Natalie Ram, a law professor at the University of Maryland who specializes in genetic privacy and law enforcement’s use of DNA, told BuzzFeed News there has not been much litigation around the legality of unregulated databases like San Francisco’s, but in her eyes it should be illegal due to “clearly demarcated limits” in state and federal statutes about what DNA can be used for law enforcement’s investigative use.

But, she added, it could be difficult for people facing charges to learn about the existence of these programs because it’s unlikely the DNA match from a rogue database would be presented during prosecution.

“What would be introduced in court is the crime scene sample from the crime for which they’re charged — not the crime in which they were a victim — and another new, clean DNA sample that is collected following arrest or arraignment,” Ram said. “It can often be very difficult for a criminal defendant to learn about the investigative strategy of how they came under suspicion and so these sorts of investigative techniques or tools can remain obscured.”

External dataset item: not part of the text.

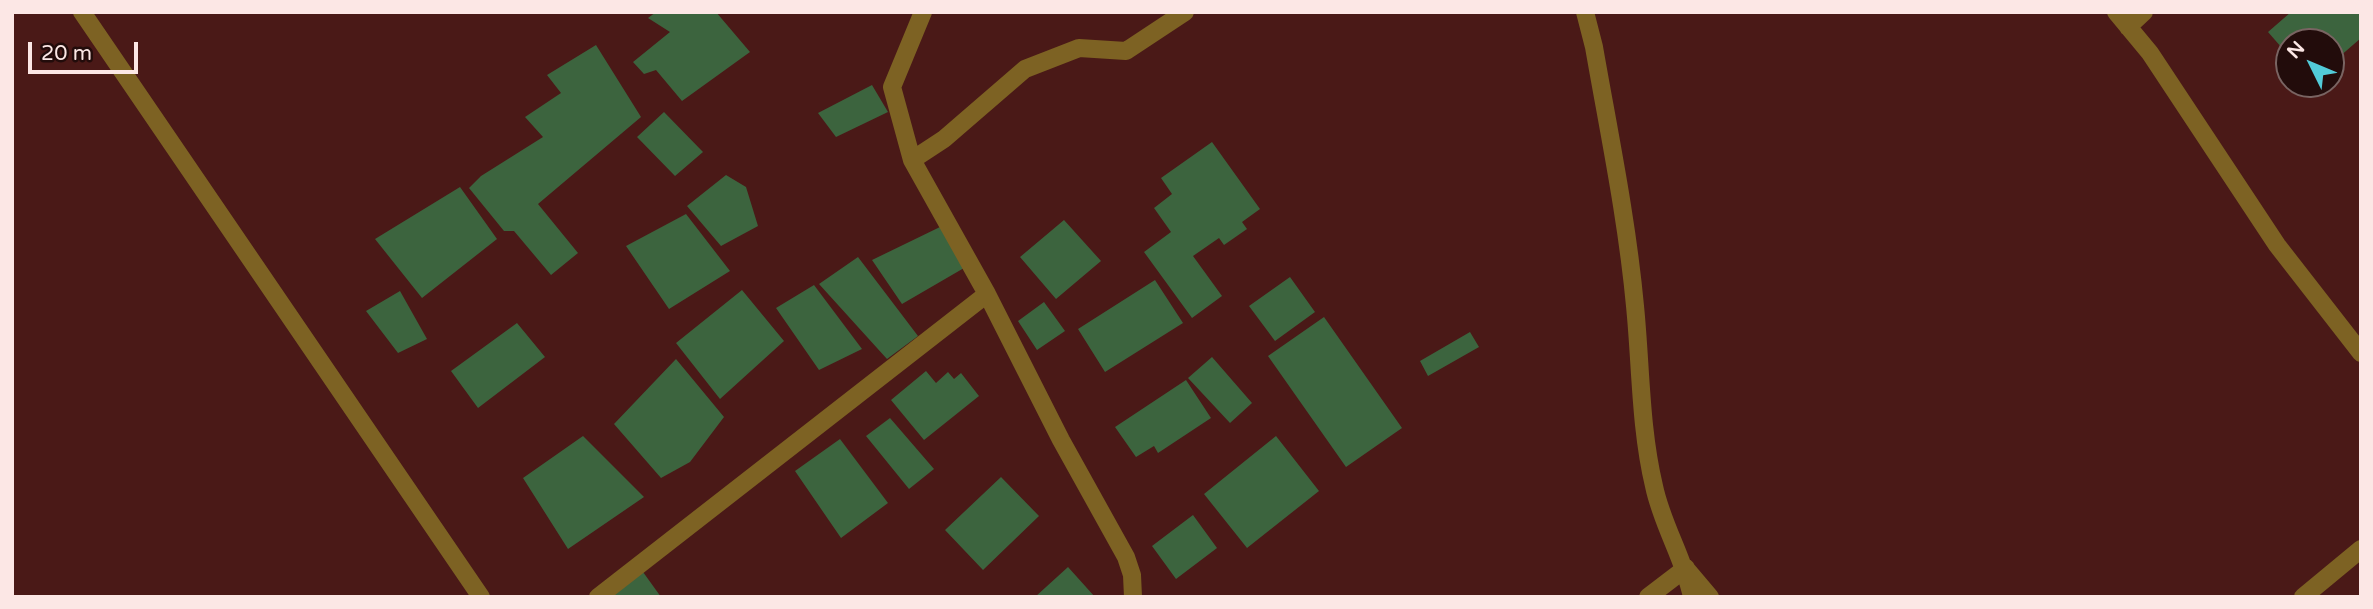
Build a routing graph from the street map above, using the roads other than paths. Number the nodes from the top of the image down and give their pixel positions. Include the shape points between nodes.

Boudin told reporters on Tuesday that the only reason his office learned about the crime lab’s storing of sexual assault survivors’ DNA was because of a line on one page of discovery that made a reference to a 2016 sexual assault examination.

“The litigation process in this case is what revealed this transgression,” he said. “That doesn’t always happen.”

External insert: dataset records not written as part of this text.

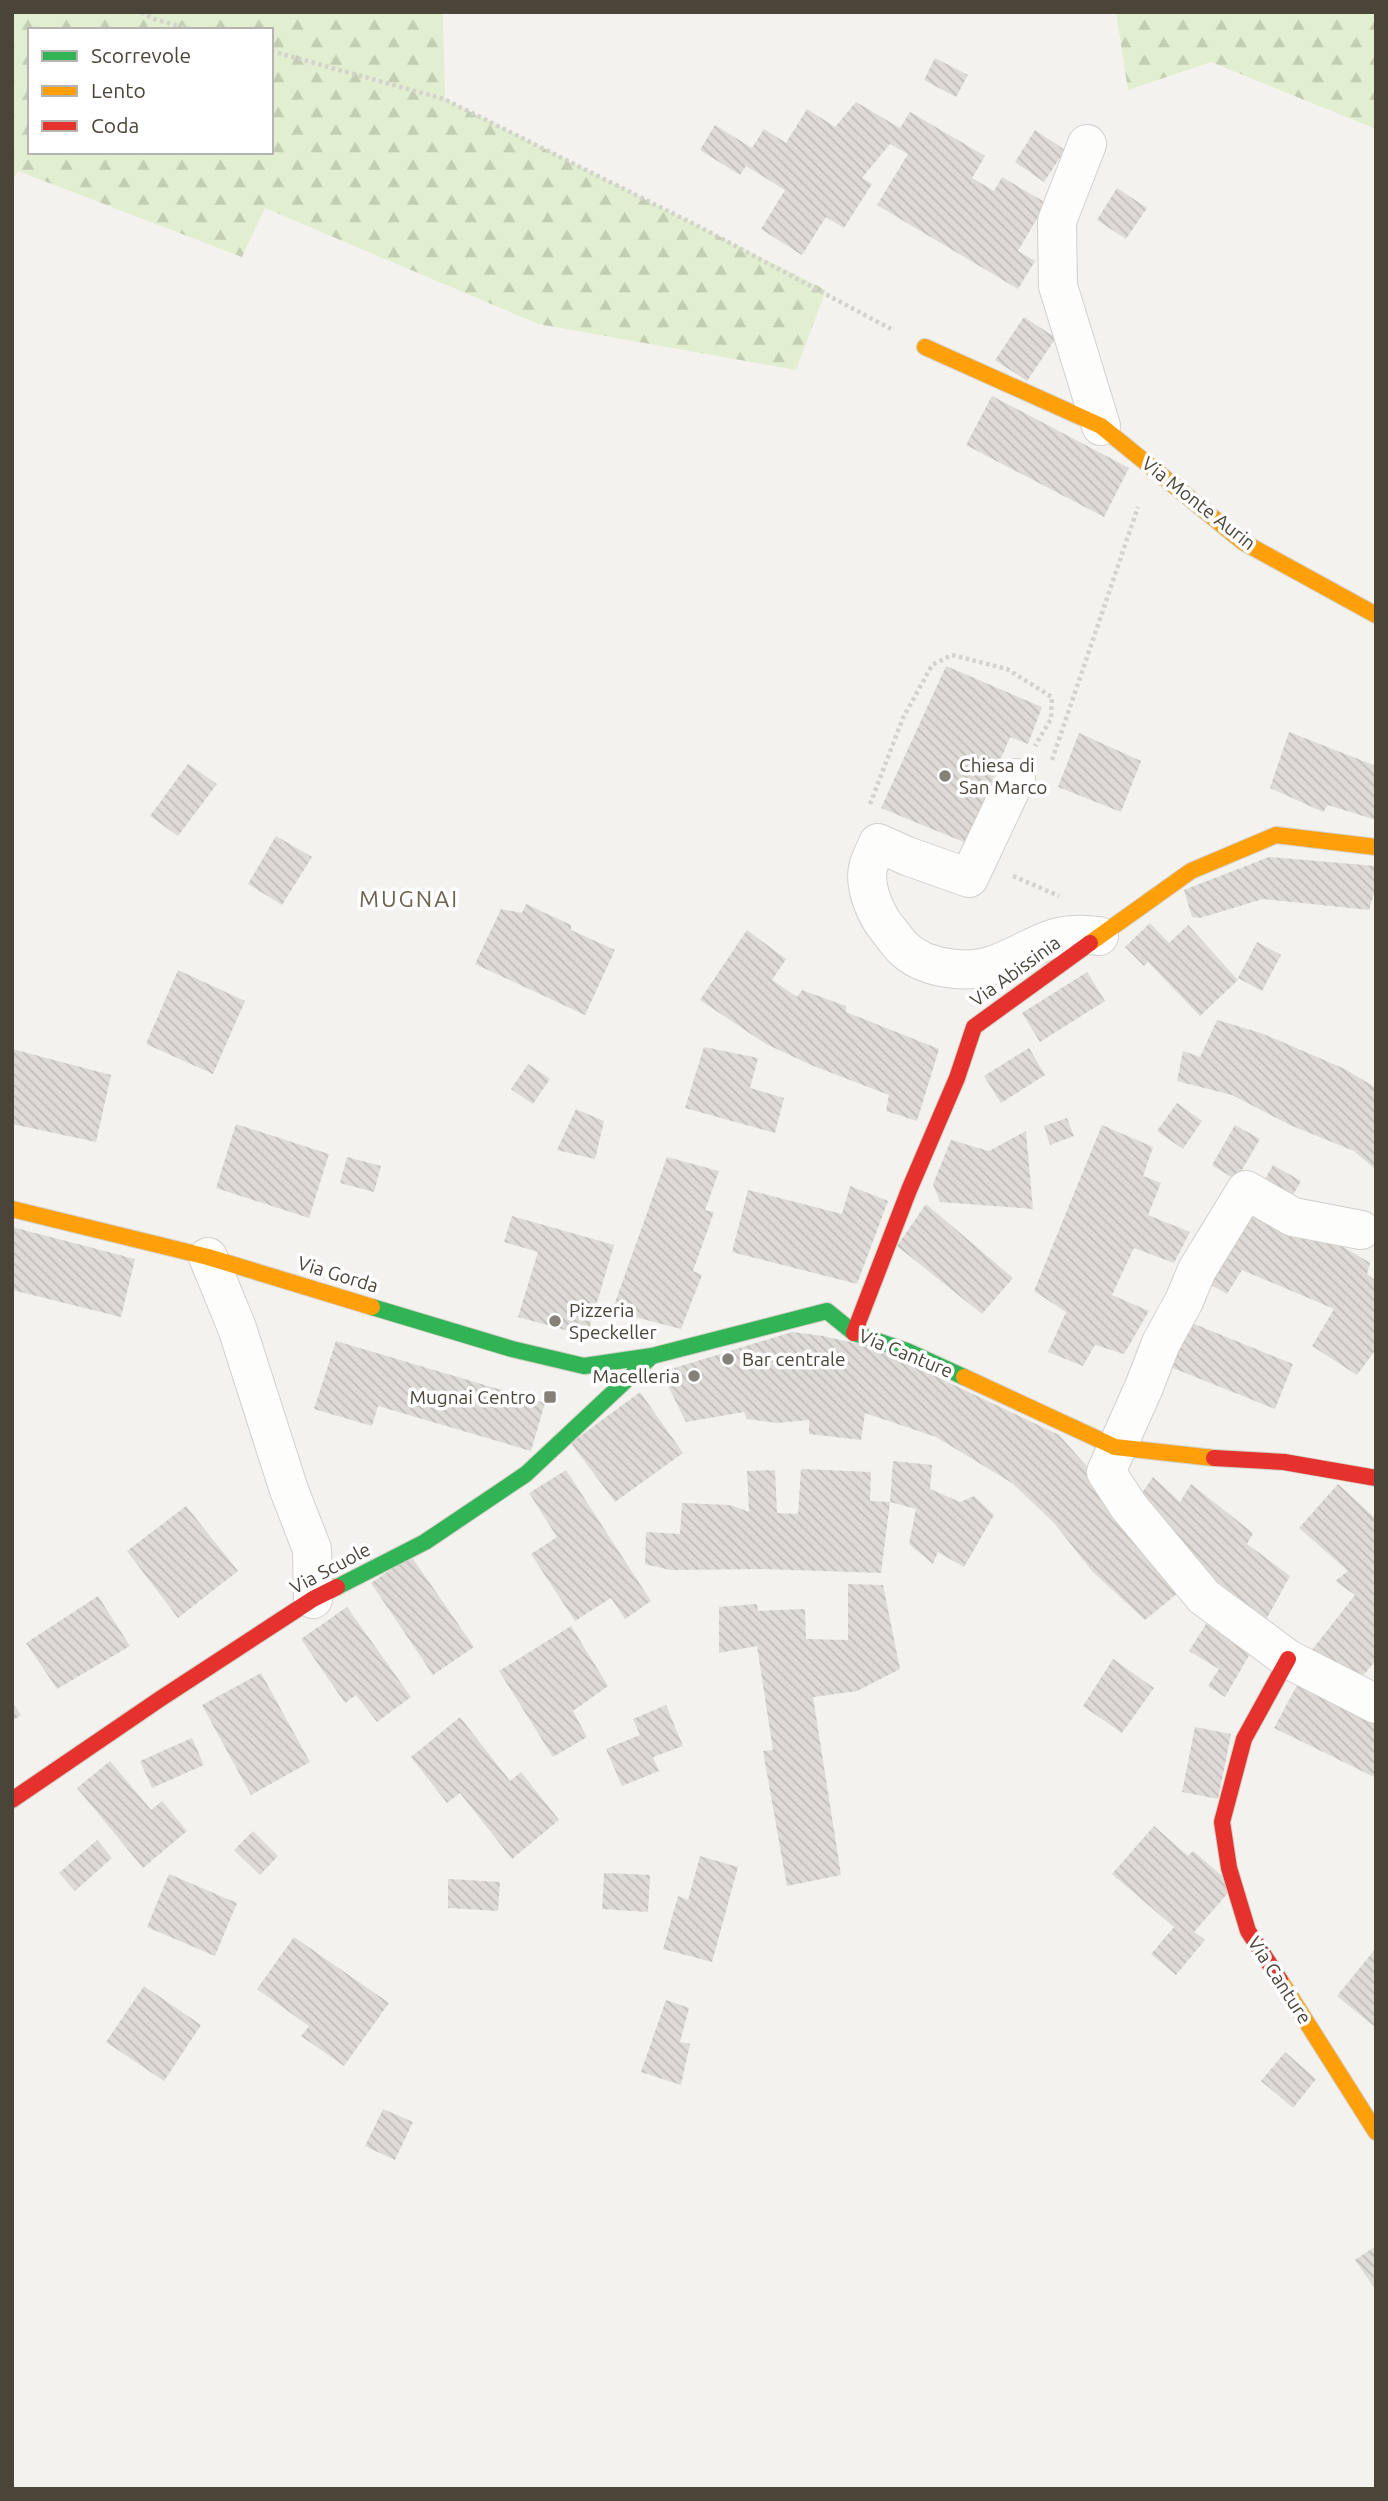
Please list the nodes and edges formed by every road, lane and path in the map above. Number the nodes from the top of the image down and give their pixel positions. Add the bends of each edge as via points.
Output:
1 (141, 12) edge
2 (186, 28) edge
3 (273, 52) edge
4 (1087, 144) dead end
5 (925, 347) joint
6 (1101, 426) junction
7 (1141, 495) dead end
8 (1376, 615) edge
9 (1033, 772) junction
10 (878, 843) junction
11 (1376, 847) edge
12 (1003, 871) dead end
13 (1062, 897) dead end
14 (1099, 936) junction
15 (12, 1209) edge
16 (1361, 1230) dead end
17 (208, 1257) junction
18 (854, 1333) junction
19 (652, 1356) junction
20 (1115, 1447) junction
21 (1376, 1478) edge
22 (313, 1599) junction
23 (1288, 1659) junction
24 (1376, 1704) edge
25 (12, 1800) edge
26 (1376, 2132) edge

1 - 2 path
3 - 5 path via 444,99
4 - 6 street via 1057,221 1058,286
5 - 6 street, Via Monte Aurin
6 - 8 street, Via Monte Aurin via 1242,542
7 - 9 path
9 - 10 street via 969,878
9 - 10 path via 1051,719 1052,697 1007,669 952,655 932,665 898,731 870,805 884,818
10 - 14 street via 867,870 871,897 883,923 904,950 928,964 958,969 992,966 1039,943 1074,933
11 - 14 street, Via Abissinia via 1276,835 1191,872
12 - 13 path
14 - 18 street, Via Abissinia via 974,1027
15 - 17 street, Via Gorda
16 - 20 street via 1293,1217 1245,1190 1197,1270
17 - 19 street, Via Gorda via 512,1349 584,1366
17 - 22 street via 312,1549
18 - 19 street, Via Canture via 827,1311
18 - 20 street, Via Canture via 907,1351
19 - 22 street, Via Scuole via 526,1475 425,1542
20 - 21 street, Via Canture via 1188,1457 1284,1462
20 - 23 street via 1106,1472 1129,1507 1204,1597
22 - 25 street, Via Scuole
23 - 24 street
23 - 26 street, Via Canture via 1244,1739 1222,1822 1229,1868 1248,1930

Rachel Marshall, a spokesperson for Boudin, did not respond to BuzzFeed News’ questions about why the district attorney believed other crime labs in the state have also been holding on to sexual assault survivors’ DNA when those labs say that’s not the case. Instead, Marshall emailed links to articles about how other agencies across the country have kept and searched DNA evidence of victims and other innocent people.

When asked if Boudin misspoke about the scope of other California crime labs’ internal databases, Marshall said she was “not suggesting in any way that the DA misspoke.”

Sexual assault victim advocates and genetic experts told BuzzFeed News they have not heard of any other law enforcement agencies using survivors’ DNA to later incriminate them in unrelated crimes. They cited other examples of rogue databases that have been used to collect genetic information from people who aren’t even suspected of committing crimes.

Still, while they hope the practice reported in San Francisco is not widespread, advocates and experts said it shows that there needs to be more oversight of these unregulated databases to prevent the misuse of victims’ DNA.

“There’s plenty of other ways to solve crimes,” Katsanis said. “As we expand these unethical applications of DNA data, we build distrust with the population. And that undermines the value of the tool.”